Stock rules too complex to official at NYSE’s imminent owner

October 8, 2013 05:58 PM
'Unnatural competition and evolution'

Rules governing U.S. equities trading should be pared back because regulations have made the market vulnerable to breakdowns, according to a senior executive at the company poised to buy the New York Stock Exchange.

Tom Farley, the senior vice president of financial markets at IntercontinentalExchange Inc., said that regulations introduced since the late 1990s have forced “unnatural competition and evolution” between public exchanges and among equity venues run by broker-dealers. Atlanta-based futures market owner ICE is acquiring New York-based NYSE Euronext, which also runs Europe’s second-largest futures exchange.

To improve the U.S. stock market, “I would probably start by getting rid of rules -- and some pretty big rules,” Farley said today at a Baruch College conference in New York. He declined to identify those he would prefer to eliminate. “There’s been several significant rules that have been layered on in the last 15 years that have resulted in a costly and complex market,” he said.

Farley spoke almost seven weeks after Nasdaq OMX Group Inc., NYSE Euronext’s smaller competitor, was forced to halt trading of the U.S. companies it lists for three hours because of a software malfunction. In the aftermath, U.S. Securities and Exchange Commission Chairman Mary Jo White told exchanges to collaborate on preventing breakdowns.

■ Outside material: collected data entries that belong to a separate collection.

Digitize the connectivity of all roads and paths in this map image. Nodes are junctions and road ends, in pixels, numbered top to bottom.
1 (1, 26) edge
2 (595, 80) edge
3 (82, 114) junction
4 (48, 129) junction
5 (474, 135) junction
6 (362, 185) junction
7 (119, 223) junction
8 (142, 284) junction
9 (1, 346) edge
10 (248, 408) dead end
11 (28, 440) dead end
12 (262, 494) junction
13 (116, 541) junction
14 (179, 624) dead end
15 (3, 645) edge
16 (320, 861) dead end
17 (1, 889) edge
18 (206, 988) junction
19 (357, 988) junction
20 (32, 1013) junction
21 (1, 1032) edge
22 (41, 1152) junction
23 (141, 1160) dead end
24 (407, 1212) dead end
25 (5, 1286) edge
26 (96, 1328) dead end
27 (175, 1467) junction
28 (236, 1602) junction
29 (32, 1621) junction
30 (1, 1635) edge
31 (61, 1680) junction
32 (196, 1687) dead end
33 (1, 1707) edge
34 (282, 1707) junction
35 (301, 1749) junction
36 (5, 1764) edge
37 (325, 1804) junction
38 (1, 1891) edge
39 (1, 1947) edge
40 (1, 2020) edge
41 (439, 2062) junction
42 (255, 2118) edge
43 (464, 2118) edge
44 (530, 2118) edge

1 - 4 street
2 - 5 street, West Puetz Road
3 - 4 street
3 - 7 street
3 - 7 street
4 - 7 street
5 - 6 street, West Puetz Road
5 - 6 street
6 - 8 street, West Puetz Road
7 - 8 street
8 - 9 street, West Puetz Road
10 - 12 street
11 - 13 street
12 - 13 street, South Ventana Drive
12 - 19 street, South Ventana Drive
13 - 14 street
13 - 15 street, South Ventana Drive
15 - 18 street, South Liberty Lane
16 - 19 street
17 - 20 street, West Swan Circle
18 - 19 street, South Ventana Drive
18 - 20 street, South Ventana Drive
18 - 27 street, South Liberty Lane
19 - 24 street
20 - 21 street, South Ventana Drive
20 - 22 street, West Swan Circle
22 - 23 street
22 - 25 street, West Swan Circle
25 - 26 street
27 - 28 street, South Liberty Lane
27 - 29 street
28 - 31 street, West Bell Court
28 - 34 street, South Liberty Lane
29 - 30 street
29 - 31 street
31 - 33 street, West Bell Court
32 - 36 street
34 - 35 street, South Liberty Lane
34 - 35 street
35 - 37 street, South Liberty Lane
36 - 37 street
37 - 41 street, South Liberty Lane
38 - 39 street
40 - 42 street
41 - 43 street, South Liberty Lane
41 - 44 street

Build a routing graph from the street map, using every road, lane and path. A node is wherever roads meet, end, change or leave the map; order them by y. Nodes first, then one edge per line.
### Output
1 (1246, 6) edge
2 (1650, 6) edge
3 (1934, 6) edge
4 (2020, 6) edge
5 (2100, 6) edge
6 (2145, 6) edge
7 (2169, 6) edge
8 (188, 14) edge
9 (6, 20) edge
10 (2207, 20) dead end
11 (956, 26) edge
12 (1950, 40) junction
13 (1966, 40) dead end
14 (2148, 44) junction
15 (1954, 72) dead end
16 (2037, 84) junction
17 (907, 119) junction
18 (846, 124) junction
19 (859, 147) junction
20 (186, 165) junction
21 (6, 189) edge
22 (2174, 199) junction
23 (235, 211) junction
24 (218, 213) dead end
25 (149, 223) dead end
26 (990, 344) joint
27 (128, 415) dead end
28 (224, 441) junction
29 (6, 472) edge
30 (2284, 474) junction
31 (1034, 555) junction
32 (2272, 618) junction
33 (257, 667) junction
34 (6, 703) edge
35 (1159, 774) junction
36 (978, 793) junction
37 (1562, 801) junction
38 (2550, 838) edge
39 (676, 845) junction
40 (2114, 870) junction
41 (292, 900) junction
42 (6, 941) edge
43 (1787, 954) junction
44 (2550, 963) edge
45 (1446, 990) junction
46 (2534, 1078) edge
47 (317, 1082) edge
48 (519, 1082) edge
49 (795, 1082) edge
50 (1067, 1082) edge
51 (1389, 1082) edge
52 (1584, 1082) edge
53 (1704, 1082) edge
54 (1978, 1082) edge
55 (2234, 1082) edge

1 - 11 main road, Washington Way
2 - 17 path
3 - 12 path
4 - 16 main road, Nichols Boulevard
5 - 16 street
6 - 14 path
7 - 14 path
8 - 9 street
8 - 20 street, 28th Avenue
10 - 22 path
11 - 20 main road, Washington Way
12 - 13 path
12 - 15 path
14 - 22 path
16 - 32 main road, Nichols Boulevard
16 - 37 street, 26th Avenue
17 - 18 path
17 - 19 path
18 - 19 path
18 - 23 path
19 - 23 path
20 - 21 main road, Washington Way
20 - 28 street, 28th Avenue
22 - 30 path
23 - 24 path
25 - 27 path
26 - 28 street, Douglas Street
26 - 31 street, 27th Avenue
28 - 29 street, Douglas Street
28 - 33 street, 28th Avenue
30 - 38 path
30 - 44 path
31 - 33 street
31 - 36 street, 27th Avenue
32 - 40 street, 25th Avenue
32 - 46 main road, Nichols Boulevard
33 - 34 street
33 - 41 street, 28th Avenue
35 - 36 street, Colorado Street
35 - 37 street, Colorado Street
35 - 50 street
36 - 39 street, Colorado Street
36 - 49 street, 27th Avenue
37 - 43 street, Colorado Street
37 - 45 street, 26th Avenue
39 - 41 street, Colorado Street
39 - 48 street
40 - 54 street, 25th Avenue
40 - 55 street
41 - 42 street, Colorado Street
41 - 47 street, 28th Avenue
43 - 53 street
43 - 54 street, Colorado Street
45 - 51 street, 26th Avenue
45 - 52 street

The disruption followed a series of breakdowns on markets around the world that Standard & Poor’s said on Sept. 19 could threaten industry credit ratings.

Island, Archipelago

The Internet and lower-cost computer hardware fueled the creation in the 1990s of trading platforms such as Island ECN Inc. and Archipelago LLC, which were ultimately purchased by the biggest incumbent exchange owners, Nasdaq and NYSE, respectively. Those systems helped lower investors’ costs, a shift that was accelerated in 2001 when the SEC shrank the minimum stock price increment to 1 cent, cutting profits for market makers.

Then, in 2007, an SEC rule known as Regulation NMS went into effect, requiring stocks to trade on whatever market has the best price at any given time. That helped ingrain the fragmentation of U.S. trading, which now takes place on more than 50 systems, including 13 public exchanges as well as private venues and internal platforms at brokers.

Less Competition

Futures trading is less segmented because U.S. derivatives markets own their own clearinghouses, meaning investors have to exit positions at the same exchange where they entered them, such as those run by ICE or Chicago-based CME Group Inc. That has created a high barrier to entry in futures trading and limited competition.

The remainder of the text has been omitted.